§ Task: Each line of the listing below must be retyped as given.

§ Extracted data:
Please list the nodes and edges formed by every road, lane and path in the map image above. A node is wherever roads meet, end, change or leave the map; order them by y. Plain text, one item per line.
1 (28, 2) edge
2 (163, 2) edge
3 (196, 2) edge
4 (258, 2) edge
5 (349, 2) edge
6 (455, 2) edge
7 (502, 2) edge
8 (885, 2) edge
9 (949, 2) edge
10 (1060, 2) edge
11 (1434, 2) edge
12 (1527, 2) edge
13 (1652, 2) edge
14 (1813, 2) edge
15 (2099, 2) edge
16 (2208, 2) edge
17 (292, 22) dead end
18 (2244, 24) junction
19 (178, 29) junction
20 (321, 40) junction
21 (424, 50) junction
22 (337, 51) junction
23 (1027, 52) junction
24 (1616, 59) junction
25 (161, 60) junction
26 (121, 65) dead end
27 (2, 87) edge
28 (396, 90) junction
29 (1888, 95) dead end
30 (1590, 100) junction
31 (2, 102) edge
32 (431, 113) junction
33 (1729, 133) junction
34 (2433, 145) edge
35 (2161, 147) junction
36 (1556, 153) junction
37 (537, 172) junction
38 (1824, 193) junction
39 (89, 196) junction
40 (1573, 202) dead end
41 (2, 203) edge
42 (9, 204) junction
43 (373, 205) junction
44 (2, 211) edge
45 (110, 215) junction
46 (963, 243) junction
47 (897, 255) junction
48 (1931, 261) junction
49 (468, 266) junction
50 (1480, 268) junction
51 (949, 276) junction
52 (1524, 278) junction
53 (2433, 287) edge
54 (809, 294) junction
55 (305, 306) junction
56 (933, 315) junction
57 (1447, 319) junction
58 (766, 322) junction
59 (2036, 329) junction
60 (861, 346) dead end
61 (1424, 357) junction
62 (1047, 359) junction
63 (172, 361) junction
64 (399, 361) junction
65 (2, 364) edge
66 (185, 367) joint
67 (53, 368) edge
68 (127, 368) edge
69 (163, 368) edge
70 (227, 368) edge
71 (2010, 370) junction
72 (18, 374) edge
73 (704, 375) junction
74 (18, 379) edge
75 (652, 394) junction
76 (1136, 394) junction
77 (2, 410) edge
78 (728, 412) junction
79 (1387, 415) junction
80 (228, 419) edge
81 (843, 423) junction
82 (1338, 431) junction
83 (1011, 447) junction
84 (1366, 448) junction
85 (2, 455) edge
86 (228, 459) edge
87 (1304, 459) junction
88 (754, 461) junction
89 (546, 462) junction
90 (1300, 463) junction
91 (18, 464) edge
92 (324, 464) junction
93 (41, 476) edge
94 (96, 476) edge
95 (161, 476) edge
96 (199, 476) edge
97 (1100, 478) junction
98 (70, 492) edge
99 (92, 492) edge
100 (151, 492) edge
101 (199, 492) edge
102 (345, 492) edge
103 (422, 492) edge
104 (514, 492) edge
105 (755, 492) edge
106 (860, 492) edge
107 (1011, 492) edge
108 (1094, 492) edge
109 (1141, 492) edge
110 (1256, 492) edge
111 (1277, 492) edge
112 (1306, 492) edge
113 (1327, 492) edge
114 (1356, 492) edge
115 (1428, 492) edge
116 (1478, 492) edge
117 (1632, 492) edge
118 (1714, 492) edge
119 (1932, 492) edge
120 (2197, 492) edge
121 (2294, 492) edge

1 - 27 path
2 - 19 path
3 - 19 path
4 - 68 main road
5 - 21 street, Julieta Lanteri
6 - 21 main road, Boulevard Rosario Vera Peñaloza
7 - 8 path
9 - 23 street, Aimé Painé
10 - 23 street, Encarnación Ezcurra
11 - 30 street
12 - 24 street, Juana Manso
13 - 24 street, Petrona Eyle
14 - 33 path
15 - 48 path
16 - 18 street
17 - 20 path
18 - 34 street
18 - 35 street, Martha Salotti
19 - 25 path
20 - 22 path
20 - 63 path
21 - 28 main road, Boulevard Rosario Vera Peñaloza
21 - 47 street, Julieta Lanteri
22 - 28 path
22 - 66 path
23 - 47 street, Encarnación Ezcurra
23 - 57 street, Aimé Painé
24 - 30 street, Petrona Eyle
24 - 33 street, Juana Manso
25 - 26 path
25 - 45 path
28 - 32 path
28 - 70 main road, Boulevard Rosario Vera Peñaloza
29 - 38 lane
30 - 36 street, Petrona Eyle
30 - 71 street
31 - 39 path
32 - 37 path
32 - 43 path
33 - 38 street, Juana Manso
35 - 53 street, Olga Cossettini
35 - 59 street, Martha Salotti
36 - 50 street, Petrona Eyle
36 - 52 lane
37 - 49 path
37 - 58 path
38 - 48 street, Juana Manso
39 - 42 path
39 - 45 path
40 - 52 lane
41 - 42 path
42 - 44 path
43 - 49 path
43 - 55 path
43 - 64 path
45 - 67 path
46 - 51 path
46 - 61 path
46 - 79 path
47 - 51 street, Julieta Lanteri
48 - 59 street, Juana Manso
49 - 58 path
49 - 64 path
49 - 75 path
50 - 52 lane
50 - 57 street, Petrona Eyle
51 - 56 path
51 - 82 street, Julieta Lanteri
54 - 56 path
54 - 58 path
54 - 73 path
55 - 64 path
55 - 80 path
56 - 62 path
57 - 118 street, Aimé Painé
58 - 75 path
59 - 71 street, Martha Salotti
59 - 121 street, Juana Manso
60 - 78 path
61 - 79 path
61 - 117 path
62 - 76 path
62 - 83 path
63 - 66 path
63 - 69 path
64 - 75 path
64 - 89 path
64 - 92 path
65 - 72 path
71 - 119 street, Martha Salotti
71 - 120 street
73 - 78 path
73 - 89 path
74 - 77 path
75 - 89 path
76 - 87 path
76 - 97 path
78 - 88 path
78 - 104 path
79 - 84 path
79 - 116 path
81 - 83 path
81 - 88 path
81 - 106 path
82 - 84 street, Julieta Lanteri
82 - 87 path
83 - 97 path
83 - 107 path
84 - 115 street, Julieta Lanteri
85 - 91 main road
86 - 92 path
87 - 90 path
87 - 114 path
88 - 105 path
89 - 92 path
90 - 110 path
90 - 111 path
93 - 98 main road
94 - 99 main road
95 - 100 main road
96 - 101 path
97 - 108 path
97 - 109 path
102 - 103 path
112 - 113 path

§ Solution for this problem:
Please list the nodes and edges formed by every road, lane and path in the map image above. A node is wherever roads meet, end, change or leave the map; order them by y. Plain text, one item per line.
1 (28, 2) edge
2 (163, 2) edge
3 (196, 2) edge
4 (258, 2) edge
5 (349, 2) edge
6 (455, 2) edge
7 (502, 2) edge
8 (885, 2) edge
9 (949, 2) edge
10 (1060, 2) edge
11 (1434, 2) edge
12 (1527, 2) edge
13 (1652, 2) edge
14 (1813, 2) edge
15 (2099, 2) edge
16 (2208, 2) edge
17 (292, 22) dead end
18 (2244, 24) junction
19 (178, 29) junction
20 (321, 40) junction
21 (424, 50) junction
22 (337, 51) junction
23 (1027, 52) junction
24 (1616, 59) junction
25 (161, 60) junction
26 (121, 65) dead end
27 (2, 87) edge
28 (396, 90) junction
29 (1888, 95) dead end
30 (1590, 100) junction
31 (2, 102) edge
32 (431, 113) junction
33 (1729, 133) junction
34 (2433, 145) edge
35 (2161, 147) junction
36 (1556, 153) junction
37 (537, 172) junction
38 (1824, 193) junction
39 (89, 196) junction
40 (1573, 202) dead end
41 (2, 203) edge
42 (9, 204) junction
43 (373, 205) junction
44 (2, 211) edge
45 (110, 215) junction
46 (963, 243) junction
47 (897, 255) junction
48 (1931, 261) junction
49 (468, 266) junction
50 (1480, 268) junction
51 (949, 276) junction
52 (1524, 278) junction
53 (2433, 287) edge
54 (809, 294) junction
55 (305, 306) junction
56 (933, 315) junction
57 (1447, 319) junction
58 (766, 322) junction
59 (2036, 329) junction
60 (861, 346) dead end
61 (1424, 357) junction
62 (1047, 359) junction
63 (172, 361) junction
64 (399, 361) junction
65 (2, 364) edge
66 (185, 367) joint
67 (53, 368) edge
68 (127, 368) edge
69 (163, 368) edge
70 (227, 368) edge
71 (2010, 370) junction
72 (18, 374) edge
73 (704, 375) junction
74 (18, 379) edge
75 (652, 394) junction
76 (1136, 394) junction
77 (2, 410) edge
78 (728, 412) junction
79 (1387, 415) junction
80 (228, 419) edge
81 (843, 423) junction
82 (1338, 431) junction
83 (1011, 447) junction
84 (1366, 448) junction
85 (2, 455) edge
86 (228, 459) edge
87 (1304, 459) junction
88 (754, 461) junction
89 (546, 462) junction
90 (1300, 463) junction
91 (18, 464) edge
92 (324, 464) junction
93 (41, 476) edge
94 (96, 476) edge
95 (161, 476) edge
96 (199, 476) edge
97 (1100, 478) junction
98 (70, 492) edge
99 (92, 492) edge
100 (151, 492) edge
101 (199, 492) edge
102 (345, 492) edge
103 (422, 492) edge
104 (514, 492) edge
105 (755, 492) edge
106 (860, 492) edge
107 (1011, 492) edge
108 (1094, 492) edge
109 (1141, 492) edge
110 (1256, 492) edge
111 (1277, 492) edge
112 (1306, 492) edge
113 (1327, 492) edge
114 (1356, 492) edge
115 (1428, 492) edge
116 (1478, 492) edge
117 (1632, 492) edge
118 (1714, 492) edge
119 (1932, 492) edge
120 (2197, 492) edge
121 (2294, 492) edge

1 - 27 path
2 - 19 path
3 - 19 path
4 - 68 main road
5 - 21 street, Julieta Lanteri
6 - 21 main road, Boulevard Rosario Vera Peñaloza
7 - 8 path
9 - 23 street, Aimé Painé
10 - 23 street, Encarnación Ezcurra
11 - 30 street
12 - 24 street, Juana Manso
13 - 24 street, Petrona Eyle
14 - 33 path
15 - 48 path
16 - 18 street
17 - 20 path
18 - 34 street
18 - 35 street, Martha Salotti
19 - 25 path
20 - 22 path
20 - 63 path
21 - 28 main road, Boulevard Rosario Vera Peñaloza
21 - 47 street, Julieta Lanteri
22 - 28 path
22 - 66 path
23 - 47 street, Encarnación Ezcurra
23 - 57 street, Aimé Painé
24 - 30 street, Petrona Eyle
24 - 33 street, Juana Manso
25 - 26 path
25 - 45 path
28 - 32 path
28 - 70 main road, Boulevard Rosario Vera Peñaloza
29 - 38 lane
30 - 36 street, Petrona Eyle
30 - 71 street
31 - 39 path
32 - 37 path
32 - 43 path
33 - 38 street, Juana Manso
35 - 53 street, Olga Cossettini
35 - 59 street, Martha Salotti
36 - 50 street, Petrona Eyle
36 - 52 lane
37 - 49 path
37 - 58 path
38 - 48 street, Juana Manso
39 - 42 path
39 - 45 path
40 - 52 lane
41 - 42 path
42 - 44 path
43 - 49 path
43 - 55 path
43 - 64 path
45 - 67 path
46 - 51 path
46 - 61 path
46 - 79 path
47 - 51 street, Julieta Lanteri
48 - 59 street, Juana Manso
49 - 58 path
49 - 64 path
49 - 75 path
50 - 52 lane
50 - 57 street, Petrona Eyle
51 - 56 path
51 - 82 street, Julieta Lanteri
54 - 56 path
54 - 58 path
54 - 73 path
55 - 64 path
55 - 80 path
56 - 62 path
57 - 118 street, Aimé Painé
58 - 75 path
59 - 71 street, Martha Salotti
59 - 121 street, Juana Manso
60 - 78 path
61 - 79 path
61 - 117 path
62 - 76 path
62 - 83 path
63 - 66 path
63 - 69 path
64 - 75 path
64 - 89 path
64 - 92 path
65 - 72 path
71 - 119 street, Martha Salotti
71 - 120 street
73 - 78 path
73 - 89 path
74 - 77 path
75 - 89 path
76 - 87 path
76 - 97 path
78 - 88 path
78 - 104 path
79 - 84 path
79 - 116 path
81 - 83 path
81 - 88 path
81 - 106 path
82 - 84 street, Julieta Lanteri
82 - 87 path
83 - 97 path
83 - 107 path
84 - 115 street, Julieta Lanteri
85 - 91 main road
86 - 92 path
87 - 90 path
87 - 114 path
88 - 105 path
89 - 92 path
90 - 110 path
90 - 111 path
93 - 98 main road
94 - 99 main road
95 - 100 main road
96 - 101 path
97 - 108 path
97 - 109 path
102 - 103 path
112 - 113 path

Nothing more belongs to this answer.